_Problem_: In the data, find each line where the word "joint" appears and list that line.

═══ Working data ═══

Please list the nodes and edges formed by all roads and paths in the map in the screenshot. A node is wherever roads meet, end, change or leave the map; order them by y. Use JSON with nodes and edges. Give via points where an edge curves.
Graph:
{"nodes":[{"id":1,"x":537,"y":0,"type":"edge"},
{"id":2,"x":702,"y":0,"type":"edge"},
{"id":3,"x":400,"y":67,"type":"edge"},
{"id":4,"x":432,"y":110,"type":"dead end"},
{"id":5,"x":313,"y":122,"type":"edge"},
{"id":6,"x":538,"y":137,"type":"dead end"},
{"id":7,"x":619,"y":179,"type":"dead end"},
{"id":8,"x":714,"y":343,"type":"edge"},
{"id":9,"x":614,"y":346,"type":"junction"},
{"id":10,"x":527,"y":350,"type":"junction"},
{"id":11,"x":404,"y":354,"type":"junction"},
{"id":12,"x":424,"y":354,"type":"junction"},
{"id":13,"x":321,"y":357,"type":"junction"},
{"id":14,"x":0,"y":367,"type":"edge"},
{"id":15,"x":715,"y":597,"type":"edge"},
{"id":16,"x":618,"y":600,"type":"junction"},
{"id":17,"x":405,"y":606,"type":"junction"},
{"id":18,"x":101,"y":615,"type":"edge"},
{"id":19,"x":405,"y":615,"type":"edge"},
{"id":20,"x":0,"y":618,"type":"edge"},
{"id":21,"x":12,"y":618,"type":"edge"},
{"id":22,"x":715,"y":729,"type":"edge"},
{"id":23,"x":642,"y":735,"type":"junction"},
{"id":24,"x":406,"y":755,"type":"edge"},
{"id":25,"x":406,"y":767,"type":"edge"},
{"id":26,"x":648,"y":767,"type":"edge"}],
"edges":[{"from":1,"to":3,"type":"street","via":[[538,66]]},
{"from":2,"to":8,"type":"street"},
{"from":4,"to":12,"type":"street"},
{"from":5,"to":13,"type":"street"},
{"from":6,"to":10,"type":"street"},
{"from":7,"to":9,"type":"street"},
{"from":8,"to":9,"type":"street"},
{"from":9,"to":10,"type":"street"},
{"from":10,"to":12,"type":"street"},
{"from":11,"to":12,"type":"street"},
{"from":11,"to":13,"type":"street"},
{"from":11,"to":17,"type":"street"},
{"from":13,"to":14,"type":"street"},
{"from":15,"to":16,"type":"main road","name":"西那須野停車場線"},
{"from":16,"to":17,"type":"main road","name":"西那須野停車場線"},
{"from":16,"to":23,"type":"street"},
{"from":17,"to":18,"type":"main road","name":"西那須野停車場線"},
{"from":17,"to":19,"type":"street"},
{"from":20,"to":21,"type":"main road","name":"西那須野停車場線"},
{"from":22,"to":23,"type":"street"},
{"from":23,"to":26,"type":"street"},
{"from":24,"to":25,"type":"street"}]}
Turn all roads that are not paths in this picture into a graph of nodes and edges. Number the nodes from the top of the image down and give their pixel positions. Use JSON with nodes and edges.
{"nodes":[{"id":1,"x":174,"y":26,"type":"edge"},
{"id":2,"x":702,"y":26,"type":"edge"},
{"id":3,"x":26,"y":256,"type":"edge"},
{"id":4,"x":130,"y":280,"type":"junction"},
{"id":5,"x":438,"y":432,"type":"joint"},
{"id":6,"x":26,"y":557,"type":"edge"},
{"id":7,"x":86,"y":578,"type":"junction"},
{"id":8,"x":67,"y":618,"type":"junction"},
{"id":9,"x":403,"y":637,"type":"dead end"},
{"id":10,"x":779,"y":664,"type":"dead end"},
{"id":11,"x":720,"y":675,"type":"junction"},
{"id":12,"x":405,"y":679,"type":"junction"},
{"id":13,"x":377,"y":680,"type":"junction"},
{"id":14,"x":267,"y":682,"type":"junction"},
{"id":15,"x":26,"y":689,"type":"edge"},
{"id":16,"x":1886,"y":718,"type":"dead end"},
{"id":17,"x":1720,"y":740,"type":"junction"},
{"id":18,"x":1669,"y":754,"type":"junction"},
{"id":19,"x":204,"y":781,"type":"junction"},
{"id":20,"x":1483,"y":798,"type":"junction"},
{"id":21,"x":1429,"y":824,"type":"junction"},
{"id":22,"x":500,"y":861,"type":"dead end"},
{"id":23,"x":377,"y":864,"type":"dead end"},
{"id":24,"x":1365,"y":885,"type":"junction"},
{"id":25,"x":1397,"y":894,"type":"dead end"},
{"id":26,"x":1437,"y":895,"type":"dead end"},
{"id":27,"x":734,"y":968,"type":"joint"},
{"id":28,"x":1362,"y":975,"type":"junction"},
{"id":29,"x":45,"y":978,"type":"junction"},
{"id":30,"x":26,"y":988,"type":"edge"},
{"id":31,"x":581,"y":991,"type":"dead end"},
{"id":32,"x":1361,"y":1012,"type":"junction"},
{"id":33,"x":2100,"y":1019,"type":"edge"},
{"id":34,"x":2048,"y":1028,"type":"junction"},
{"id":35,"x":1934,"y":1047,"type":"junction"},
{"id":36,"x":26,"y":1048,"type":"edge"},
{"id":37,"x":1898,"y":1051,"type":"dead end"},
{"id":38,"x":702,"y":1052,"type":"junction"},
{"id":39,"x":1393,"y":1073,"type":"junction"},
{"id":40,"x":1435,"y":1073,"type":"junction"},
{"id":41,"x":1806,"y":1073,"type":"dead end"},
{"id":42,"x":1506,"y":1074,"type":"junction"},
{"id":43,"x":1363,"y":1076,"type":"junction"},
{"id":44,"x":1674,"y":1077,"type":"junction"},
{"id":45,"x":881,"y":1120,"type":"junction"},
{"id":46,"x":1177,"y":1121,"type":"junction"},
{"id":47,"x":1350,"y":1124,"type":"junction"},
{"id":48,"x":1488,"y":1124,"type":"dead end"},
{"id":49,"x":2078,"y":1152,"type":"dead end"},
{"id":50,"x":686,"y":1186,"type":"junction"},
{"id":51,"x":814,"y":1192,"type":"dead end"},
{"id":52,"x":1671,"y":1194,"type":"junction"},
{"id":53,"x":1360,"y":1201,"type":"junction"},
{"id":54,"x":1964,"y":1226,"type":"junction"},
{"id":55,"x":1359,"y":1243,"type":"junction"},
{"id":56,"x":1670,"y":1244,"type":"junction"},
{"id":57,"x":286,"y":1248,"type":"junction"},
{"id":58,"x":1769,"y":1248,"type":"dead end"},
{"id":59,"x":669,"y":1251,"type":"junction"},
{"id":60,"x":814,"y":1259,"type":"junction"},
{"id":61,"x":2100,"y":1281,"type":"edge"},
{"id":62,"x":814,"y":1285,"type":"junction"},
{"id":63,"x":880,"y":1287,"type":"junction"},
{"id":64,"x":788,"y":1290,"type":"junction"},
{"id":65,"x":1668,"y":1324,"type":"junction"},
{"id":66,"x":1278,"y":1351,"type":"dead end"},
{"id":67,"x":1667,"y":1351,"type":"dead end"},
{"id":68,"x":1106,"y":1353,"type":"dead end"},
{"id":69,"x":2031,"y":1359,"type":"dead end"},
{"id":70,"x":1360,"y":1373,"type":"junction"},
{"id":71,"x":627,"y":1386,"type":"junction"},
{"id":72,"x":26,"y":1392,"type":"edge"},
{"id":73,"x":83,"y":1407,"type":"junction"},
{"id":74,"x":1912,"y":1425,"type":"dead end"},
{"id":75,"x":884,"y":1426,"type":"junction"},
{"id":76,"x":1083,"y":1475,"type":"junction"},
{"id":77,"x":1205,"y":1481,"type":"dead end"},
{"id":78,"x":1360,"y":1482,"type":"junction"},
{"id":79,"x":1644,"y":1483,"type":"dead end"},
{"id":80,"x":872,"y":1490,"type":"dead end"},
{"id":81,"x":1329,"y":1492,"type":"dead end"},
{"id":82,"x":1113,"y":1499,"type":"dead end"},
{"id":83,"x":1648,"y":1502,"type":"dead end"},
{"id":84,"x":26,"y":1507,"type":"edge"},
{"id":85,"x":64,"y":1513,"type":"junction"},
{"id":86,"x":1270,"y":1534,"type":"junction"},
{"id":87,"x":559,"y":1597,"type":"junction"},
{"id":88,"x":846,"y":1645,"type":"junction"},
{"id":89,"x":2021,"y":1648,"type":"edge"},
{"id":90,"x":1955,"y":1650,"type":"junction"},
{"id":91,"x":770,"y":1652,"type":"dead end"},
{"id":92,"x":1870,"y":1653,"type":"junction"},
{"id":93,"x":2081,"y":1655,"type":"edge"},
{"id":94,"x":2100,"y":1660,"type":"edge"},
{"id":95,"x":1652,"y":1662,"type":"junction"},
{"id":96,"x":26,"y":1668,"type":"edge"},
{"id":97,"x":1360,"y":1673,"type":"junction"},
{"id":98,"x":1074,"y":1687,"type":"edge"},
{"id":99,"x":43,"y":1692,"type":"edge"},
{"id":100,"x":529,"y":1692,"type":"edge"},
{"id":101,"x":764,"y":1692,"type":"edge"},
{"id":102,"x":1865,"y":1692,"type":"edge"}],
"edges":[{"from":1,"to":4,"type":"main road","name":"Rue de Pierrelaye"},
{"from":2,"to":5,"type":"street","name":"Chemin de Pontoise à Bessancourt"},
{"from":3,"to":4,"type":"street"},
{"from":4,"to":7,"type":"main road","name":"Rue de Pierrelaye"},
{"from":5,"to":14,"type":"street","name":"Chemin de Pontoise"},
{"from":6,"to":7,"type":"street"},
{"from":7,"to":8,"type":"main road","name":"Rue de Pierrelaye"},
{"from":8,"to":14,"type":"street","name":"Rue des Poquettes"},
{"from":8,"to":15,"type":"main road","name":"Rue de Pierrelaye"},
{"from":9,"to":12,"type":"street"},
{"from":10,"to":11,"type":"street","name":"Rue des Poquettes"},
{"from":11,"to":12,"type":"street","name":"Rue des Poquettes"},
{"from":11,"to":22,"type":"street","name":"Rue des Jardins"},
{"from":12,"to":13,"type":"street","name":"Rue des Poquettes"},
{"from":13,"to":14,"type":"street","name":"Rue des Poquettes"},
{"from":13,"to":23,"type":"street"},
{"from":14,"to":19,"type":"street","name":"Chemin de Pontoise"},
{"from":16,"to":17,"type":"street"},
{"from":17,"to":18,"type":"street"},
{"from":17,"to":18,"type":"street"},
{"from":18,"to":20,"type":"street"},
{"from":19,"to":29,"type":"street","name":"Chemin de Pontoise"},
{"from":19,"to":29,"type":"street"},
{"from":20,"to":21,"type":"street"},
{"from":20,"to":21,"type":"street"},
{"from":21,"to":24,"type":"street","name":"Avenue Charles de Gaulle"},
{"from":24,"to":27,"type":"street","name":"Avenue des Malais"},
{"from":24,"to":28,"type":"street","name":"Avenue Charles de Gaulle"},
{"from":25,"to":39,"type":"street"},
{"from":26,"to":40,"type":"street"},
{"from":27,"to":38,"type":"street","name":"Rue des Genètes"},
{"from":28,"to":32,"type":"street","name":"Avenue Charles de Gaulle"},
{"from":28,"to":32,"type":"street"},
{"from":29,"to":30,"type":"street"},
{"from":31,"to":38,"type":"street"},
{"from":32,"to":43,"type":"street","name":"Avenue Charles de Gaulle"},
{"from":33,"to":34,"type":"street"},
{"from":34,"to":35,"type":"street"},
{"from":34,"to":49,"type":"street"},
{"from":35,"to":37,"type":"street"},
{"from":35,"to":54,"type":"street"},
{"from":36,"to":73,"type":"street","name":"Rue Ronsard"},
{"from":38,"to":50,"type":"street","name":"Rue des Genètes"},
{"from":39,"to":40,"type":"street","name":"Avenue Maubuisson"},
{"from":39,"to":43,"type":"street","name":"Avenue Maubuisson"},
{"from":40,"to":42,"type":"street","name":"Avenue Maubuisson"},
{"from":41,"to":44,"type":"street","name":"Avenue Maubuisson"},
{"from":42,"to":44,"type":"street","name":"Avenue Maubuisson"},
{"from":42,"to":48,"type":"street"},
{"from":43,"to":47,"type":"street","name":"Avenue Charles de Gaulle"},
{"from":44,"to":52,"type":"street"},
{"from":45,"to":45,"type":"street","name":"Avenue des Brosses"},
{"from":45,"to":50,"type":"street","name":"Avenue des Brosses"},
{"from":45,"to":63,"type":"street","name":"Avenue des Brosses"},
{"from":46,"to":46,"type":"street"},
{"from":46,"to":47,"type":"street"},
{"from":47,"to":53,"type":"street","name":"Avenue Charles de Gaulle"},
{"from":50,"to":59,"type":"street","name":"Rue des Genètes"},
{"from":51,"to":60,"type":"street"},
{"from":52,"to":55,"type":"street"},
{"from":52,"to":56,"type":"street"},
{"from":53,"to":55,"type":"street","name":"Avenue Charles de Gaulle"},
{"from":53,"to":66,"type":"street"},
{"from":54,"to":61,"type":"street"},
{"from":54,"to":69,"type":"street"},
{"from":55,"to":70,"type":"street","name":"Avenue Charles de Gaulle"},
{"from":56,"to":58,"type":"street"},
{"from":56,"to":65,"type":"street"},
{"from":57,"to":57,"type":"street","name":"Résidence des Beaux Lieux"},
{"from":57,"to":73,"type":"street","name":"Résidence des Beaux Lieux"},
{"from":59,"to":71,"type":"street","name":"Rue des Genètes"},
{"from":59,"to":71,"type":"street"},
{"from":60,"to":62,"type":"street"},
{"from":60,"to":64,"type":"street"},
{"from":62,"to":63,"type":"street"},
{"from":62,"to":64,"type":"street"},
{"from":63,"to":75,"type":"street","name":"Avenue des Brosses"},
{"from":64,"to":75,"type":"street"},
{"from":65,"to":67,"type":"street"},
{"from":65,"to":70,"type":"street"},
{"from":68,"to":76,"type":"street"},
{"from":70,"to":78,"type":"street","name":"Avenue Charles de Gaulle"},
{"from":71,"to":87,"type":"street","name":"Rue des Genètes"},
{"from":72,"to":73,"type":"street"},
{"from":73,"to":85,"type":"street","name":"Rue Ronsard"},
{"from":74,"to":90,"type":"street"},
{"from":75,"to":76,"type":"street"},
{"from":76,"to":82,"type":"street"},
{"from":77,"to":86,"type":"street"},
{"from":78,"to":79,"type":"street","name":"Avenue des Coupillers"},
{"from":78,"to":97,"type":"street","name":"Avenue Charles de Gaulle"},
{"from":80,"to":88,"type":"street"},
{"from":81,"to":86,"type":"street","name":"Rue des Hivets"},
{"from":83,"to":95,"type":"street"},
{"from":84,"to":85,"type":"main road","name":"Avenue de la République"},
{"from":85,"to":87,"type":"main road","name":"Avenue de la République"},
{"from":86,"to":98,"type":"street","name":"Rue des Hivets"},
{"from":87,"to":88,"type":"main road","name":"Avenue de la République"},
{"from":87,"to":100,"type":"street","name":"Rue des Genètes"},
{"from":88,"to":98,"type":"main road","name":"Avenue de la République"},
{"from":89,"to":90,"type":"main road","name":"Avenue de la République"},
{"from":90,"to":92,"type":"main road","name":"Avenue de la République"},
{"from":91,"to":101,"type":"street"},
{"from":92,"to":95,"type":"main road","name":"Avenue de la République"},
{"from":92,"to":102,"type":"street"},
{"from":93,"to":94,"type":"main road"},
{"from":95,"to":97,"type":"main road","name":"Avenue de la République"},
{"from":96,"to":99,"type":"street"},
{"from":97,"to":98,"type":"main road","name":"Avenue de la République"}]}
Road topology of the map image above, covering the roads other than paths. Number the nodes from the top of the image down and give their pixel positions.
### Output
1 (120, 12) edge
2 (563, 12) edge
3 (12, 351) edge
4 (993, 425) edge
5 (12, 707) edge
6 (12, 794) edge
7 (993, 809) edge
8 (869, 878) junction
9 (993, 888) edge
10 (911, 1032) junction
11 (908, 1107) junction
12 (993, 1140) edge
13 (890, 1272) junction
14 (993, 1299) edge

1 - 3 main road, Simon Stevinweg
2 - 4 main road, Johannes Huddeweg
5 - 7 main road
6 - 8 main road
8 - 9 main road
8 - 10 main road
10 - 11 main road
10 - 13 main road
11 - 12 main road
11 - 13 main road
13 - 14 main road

═══

_Answer space_:
{"id":5,"x":438,"y":432,"type":"joint"},
{"id":27,"x":734,"y":968,"type":"joint"},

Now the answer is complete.